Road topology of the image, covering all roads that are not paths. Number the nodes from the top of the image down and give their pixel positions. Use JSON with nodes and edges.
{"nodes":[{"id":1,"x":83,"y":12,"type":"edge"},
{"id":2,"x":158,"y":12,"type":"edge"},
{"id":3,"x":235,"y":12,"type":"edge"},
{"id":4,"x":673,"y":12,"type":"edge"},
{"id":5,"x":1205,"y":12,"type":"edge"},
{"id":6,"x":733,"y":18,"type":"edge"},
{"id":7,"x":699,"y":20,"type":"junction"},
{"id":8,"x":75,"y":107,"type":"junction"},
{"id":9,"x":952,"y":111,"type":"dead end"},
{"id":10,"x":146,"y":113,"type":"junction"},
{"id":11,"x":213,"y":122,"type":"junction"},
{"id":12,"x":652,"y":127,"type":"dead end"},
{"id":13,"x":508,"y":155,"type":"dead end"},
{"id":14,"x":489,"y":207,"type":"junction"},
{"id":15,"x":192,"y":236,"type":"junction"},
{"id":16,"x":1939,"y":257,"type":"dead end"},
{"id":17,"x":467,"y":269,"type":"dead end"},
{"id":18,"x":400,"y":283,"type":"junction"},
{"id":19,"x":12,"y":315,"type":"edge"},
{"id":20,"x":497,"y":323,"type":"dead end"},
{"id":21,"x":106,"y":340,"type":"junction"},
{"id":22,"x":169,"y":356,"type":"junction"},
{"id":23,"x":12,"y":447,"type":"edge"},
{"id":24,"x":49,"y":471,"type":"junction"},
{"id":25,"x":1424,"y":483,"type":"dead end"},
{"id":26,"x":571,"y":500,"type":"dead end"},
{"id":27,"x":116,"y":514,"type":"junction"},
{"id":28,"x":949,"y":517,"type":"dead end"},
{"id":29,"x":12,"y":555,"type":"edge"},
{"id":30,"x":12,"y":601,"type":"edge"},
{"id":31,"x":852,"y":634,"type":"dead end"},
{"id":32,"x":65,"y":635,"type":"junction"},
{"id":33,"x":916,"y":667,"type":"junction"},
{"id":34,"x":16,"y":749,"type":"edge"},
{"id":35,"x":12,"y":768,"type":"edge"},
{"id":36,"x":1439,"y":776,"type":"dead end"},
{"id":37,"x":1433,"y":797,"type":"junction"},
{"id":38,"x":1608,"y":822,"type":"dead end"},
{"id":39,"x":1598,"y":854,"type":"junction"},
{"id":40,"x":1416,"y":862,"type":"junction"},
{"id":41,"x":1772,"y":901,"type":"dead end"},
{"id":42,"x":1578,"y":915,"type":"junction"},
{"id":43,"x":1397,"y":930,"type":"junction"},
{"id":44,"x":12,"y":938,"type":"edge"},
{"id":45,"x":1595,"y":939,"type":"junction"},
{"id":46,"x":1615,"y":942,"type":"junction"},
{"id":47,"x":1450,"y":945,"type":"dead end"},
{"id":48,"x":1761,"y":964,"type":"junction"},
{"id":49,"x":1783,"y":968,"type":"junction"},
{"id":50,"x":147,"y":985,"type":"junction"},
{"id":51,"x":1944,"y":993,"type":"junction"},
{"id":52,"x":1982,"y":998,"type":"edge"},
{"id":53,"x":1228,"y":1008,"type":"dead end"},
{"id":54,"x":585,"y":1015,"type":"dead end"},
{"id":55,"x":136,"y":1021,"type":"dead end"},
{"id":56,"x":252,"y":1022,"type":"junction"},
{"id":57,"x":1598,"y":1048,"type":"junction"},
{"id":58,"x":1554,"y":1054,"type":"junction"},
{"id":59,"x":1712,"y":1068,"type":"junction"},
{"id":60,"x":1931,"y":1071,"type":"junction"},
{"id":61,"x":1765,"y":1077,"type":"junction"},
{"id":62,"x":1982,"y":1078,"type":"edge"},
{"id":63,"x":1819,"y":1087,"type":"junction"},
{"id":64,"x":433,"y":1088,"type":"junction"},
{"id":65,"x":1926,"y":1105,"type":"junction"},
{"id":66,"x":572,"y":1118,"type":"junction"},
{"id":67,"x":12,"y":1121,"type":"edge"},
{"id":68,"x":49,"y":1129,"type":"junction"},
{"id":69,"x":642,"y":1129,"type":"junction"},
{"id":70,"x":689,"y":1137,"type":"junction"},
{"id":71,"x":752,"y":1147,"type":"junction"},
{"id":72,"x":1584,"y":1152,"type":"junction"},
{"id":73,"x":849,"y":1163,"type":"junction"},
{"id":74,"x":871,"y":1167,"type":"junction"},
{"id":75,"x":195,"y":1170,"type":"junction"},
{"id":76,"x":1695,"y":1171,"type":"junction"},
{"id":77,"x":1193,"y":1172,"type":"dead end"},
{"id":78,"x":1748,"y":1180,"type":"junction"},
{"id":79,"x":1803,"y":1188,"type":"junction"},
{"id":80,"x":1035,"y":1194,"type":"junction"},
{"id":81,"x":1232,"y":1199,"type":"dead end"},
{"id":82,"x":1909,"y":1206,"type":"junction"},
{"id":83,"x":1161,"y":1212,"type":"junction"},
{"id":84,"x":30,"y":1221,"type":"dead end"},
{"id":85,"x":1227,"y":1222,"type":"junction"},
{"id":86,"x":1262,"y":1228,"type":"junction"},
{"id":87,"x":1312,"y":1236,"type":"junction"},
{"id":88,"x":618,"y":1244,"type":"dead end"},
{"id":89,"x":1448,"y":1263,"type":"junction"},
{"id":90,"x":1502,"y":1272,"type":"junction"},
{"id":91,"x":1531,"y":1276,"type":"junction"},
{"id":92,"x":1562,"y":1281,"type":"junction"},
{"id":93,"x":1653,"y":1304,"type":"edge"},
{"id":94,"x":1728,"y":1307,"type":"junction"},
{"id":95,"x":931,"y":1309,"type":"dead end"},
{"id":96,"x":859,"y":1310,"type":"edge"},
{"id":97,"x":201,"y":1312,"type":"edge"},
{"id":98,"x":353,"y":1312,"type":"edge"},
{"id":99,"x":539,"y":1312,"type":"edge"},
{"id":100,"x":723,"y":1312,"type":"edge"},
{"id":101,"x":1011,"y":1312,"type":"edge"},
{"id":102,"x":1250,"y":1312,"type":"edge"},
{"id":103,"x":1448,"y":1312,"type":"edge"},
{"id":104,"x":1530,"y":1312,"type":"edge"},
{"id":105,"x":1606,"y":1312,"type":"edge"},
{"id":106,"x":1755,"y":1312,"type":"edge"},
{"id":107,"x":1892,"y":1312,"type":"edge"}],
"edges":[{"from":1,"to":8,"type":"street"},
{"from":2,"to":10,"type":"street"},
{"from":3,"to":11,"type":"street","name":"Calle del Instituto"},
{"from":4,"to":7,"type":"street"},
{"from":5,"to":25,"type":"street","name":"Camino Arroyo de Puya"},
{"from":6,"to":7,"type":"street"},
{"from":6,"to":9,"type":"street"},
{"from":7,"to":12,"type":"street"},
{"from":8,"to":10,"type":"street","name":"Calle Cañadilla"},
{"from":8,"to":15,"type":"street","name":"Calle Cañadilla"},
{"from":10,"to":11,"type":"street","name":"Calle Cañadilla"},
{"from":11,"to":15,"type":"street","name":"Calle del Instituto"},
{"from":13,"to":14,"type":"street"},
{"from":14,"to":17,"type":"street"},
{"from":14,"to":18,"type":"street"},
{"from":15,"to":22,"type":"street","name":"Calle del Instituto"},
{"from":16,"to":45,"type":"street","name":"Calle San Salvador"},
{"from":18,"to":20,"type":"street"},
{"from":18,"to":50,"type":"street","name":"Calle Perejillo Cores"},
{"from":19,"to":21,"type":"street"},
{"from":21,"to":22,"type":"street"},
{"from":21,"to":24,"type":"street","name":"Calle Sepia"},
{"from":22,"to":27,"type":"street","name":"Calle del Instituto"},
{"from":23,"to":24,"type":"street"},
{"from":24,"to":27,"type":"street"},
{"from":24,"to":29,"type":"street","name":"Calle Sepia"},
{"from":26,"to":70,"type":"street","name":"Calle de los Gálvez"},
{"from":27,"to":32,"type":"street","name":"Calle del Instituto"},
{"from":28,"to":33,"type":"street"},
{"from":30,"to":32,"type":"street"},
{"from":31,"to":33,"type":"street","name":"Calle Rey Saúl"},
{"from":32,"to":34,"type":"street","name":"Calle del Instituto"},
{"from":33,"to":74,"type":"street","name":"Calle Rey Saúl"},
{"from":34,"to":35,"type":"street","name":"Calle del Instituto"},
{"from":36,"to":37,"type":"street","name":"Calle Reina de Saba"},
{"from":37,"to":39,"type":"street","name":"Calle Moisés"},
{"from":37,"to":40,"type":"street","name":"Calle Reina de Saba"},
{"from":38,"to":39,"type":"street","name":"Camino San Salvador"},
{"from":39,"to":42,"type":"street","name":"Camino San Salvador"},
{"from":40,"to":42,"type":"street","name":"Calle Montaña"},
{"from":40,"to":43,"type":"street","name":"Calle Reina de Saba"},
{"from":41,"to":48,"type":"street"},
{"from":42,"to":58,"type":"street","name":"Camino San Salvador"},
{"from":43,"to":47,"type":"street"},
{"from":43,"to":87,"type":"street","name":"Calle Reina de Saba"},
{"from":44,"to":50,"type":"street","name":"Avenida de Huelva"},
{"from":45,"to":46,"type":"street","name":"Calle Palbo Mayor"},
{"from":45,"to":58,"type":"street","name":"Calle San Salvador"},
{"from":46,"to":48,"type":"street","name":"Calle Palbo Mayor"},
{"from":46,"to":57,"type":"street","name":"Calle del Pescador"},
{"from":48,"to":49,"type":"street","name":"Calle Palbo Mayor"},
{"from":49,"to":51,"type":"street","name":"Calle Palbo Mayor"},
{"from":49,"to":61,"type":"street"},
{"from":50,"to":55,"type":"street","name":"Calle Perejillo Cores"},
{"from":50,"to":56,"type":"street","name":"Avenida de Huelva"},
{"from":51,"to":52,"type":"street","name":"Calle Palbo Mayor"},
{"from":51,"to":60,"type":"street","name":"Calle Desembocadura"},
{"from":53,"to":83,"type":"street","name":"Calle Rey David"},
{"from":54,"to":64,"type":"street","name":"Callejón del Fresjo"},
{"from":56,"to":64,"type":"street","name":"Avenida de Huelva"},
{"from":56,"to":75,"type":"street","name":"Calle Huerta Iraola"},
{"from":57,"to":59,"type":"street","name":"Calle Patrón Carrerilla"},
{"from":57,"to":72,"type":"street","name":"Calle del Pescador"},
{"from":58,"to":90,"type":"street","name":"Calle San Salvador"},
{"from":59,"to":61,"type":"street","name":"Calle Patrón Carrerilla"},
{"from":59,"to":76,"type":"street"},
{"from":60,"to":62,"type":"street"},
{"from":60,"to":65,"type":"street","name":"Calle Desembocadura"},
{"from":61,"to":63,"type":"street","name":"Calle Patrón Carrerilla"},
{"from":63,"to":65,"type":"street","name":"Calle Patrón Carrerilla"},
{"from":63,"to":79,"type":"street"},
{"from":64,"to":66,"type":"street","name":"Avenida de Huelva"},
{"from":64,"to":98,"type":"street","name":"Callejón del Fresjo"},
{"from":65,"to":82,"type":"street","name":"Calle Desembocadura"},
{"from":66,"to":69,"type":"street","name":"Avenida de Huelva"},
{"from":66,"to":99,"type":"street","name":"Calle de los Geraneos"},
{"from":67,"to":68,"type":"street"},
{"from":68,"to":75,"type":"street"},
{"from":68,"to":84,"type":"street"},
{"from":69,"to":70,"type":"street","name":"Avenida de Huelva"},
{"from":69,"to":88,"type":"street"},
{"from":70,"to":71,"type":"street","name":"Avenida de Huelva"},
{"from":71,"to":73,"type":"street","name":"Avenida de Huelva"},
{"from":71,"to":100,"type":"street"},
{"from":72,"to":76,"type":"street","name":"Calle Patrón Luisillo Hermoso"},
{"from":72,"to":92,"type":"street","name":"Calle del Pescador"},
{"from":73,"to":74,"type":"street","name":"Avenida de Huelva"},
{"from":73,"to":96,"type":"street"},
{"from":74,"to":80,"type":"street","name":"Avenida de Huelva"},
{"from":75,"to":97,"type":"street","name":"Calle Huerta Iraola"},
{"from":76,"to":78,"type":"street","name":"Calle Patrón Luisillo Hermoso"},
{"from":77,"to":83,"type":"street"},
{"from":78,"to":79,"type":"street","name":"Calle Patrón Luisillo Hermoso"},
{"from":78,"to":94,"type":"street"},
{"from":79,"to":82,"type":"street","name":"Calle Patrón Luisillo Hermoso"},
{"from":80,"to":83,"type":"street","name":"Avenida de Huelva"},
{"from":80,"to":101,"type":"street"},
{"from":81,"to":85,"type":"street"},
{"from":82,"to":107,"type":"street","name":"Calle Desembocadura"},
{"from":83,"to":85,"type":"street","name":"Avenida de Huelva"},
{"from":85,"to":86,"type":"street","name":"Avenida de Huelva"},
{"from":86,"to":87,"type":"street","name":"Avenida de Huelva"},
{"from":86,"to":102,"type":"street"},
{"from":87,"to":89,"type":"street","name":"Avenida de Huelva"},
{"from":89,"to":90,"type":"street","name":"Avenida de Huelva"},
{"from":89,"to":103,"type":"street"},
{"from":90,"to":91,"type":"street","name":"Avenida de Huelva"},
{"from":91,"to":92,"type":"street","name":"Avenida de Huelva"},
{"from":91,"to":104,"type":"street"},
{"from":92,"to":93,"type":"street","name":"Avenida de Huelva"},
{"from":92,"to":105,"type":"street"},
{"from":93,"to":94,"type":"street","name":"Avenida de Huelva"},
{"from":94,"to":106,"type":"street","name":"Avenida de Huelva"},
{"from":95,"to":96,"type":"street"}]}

──────────

When a line of the records has the word "Sepia", pick it out and copy it.

- _Solved exercise_:
{"from":21,"to":24,"type":"street","name":"Calle Sepia"},
{"from":24,"to":29,"type":"street","name":"Calle Sepia"},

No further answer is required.